There is of course the additional problem of weak or nonexisting enforcement of the law. In recent years we have seen flagrant disregard for laws with almost no chance of perpetrators being held accountable. That also dilutes the effectiveness of the law. For instance, if no-one stops at a traffic light that is out of order and there is no prosecution of those who don’t stop, what is the use of the law that requires one to stop? If it then also can’t be proven that the incidence of accidents at non-functioning traffic lights is significantly increased, why have the law in the first place?

If a law is not having the intended effect it must be reviewed, and if the cause is weak enforcement or lack of prosecution then those need to be improved. The outcome envisaged by the lawmaker must primarily determine how the making of the law and its enforcement is to function as a unit.

Need and effect

Our laws have been made without the provision for some form of regular review of their continued desirability and efficacy, whether primary, subordinate or regional. A formal system of regularly testing whether every law and regulation is having its intended effect, perhaps every five or 10 years after promulgation, is clearly necessary. Indeed, a permanent and independent Law Review Commission is called for.

There are a few general principles that should be incorporated into the legislative process:

  • It may not be necessary to legislate at all if there are other options;
  • reducing complexity should be a core consideration;
  • those affected by laws should be enabled to understand how it applies to them; and
  • the clarity of a law should be continually assessed.

A standard review period should be built into every law and regulation, after which it must be tested again and again against its originally stated purpose, aims and justifications.
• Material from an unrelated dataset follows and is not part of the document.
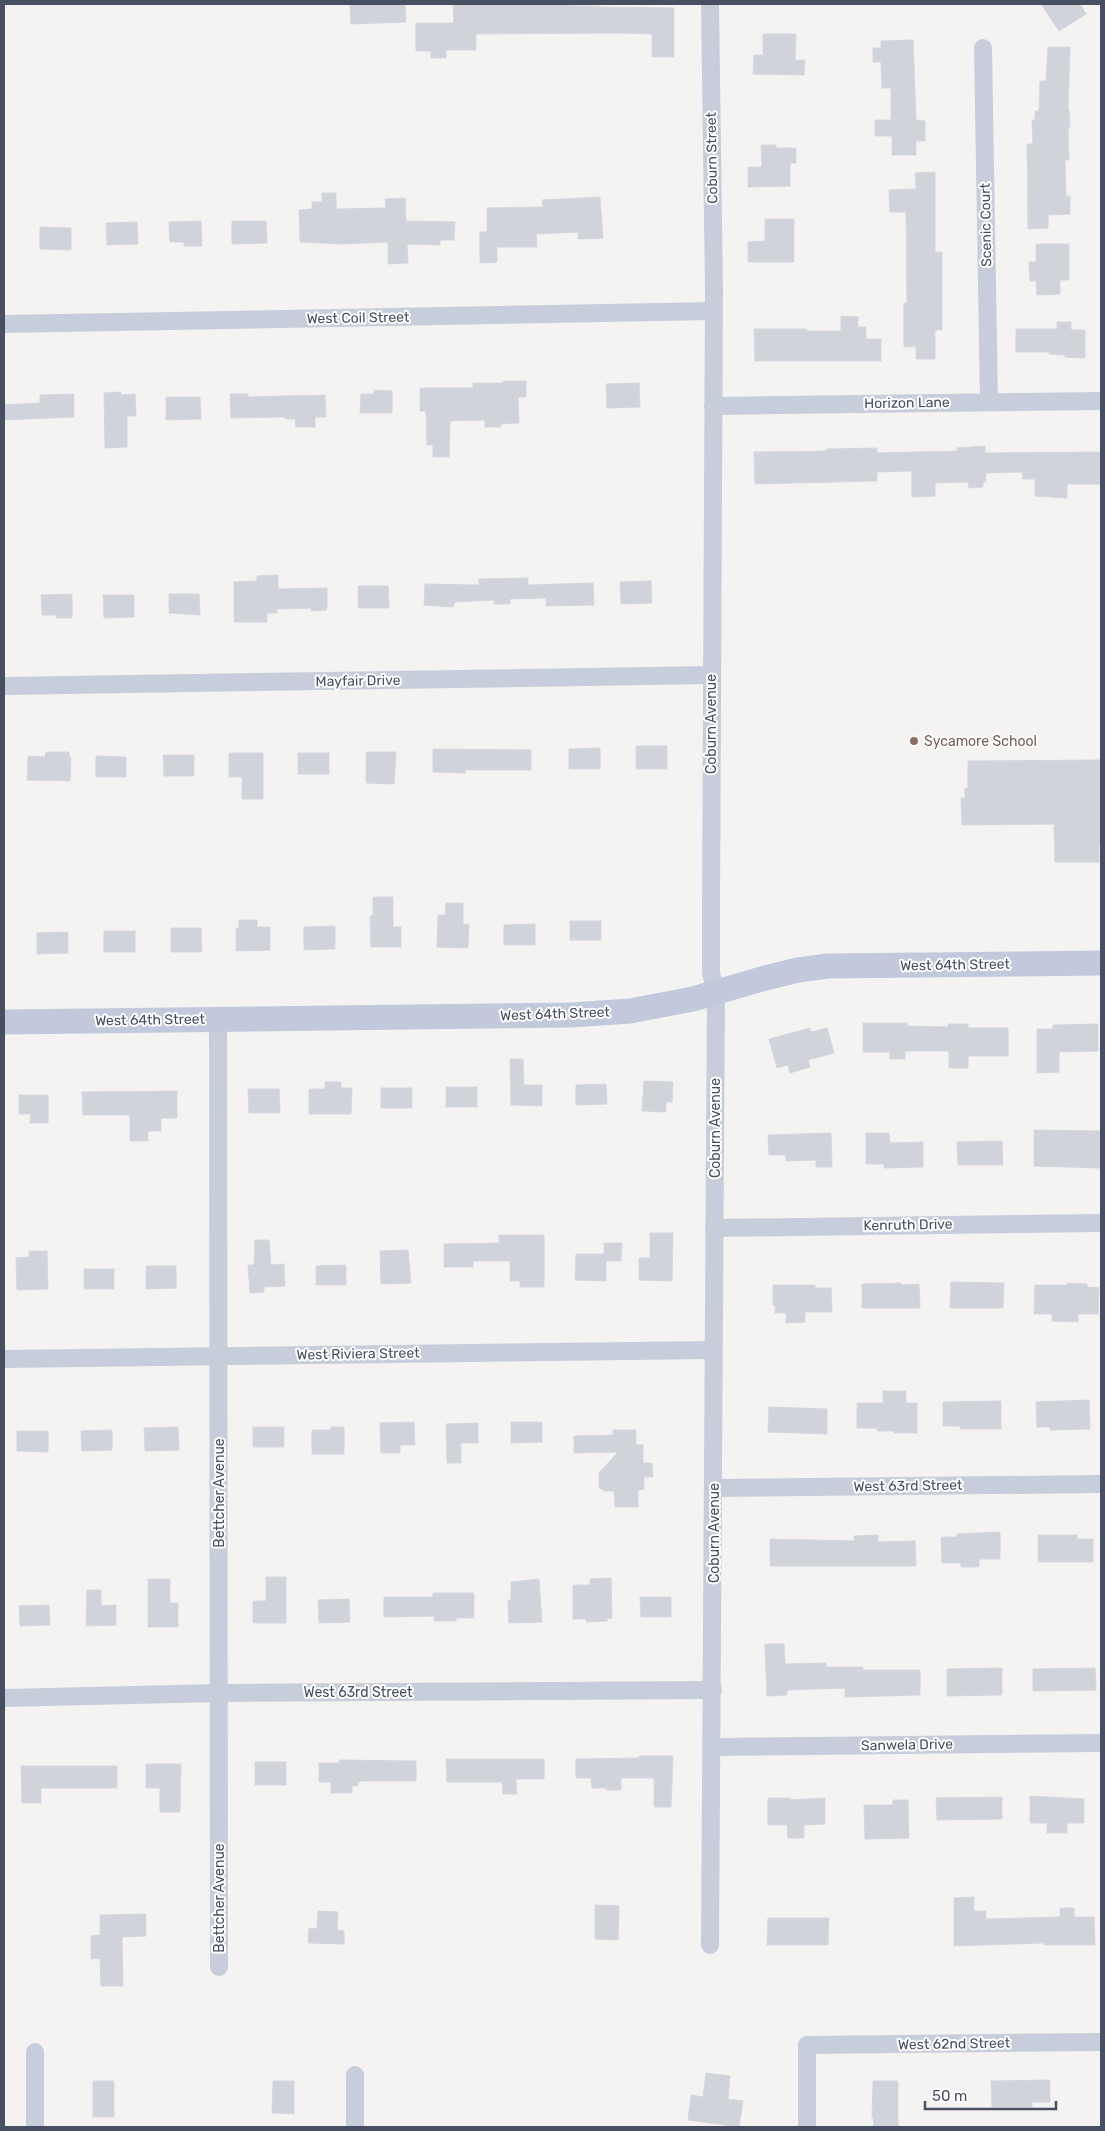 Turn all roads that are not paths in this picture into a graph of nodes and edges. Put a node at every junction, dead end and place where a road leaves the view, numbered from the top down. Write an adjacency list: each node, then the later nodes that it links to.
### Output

The “mischief” that it was intended to cure must be shown to have been cured. If not, it must be removed from the statute book or amended to focus on the problem at hand. That also means every law must spell out its intended effect in manifestly measurable terms; in particular there must be a set period within which the law is expected to meet its objectives. If it has not reached those objectives by then it must be repealed forthwith.

As indicated, the same review regimen must be applied to secondary and regional legislation, including all legislative instruments issued outside of the parliamentary process. As far as possible, secondary and regional legislation should be incorporated into primary legislation, so that duplication is eliminated and lawmaking is brought back within the direct supervision of parliament. This does not mean the review process aims to eliminate all legislation; on the contrary, it is intended to eliminate law that is outdated, overly complex, irrational, ineffective, duplicated, unconstitutional or unenforceable.

Essential for any proper law review process, its work must be regular; it must publish both lay and academic legal writing; it must be managed by a qualified, legally experienced and fully independent board; it must be qualitatively cohesive; and it should be peer reviewed before advising parliament on required actions. Many legal practitioners may give time and expertise by joining working groups focusing on specific laws and working under the direction of the Law Review Commission.

This is a mammoth and ongoing task. However, the cost of continuing with a legal system that is increasingly inaccessible and inscrutable to the citizens of SA, that is such an overburden to business and the economy, is so high that the investment in such a review commission is priceless.

• Dr Sandrock, a chartered insurance practitioner, is financial management consultant to the global short-term insurance industry. He writes for the Free Market Foundation in his personal capacity.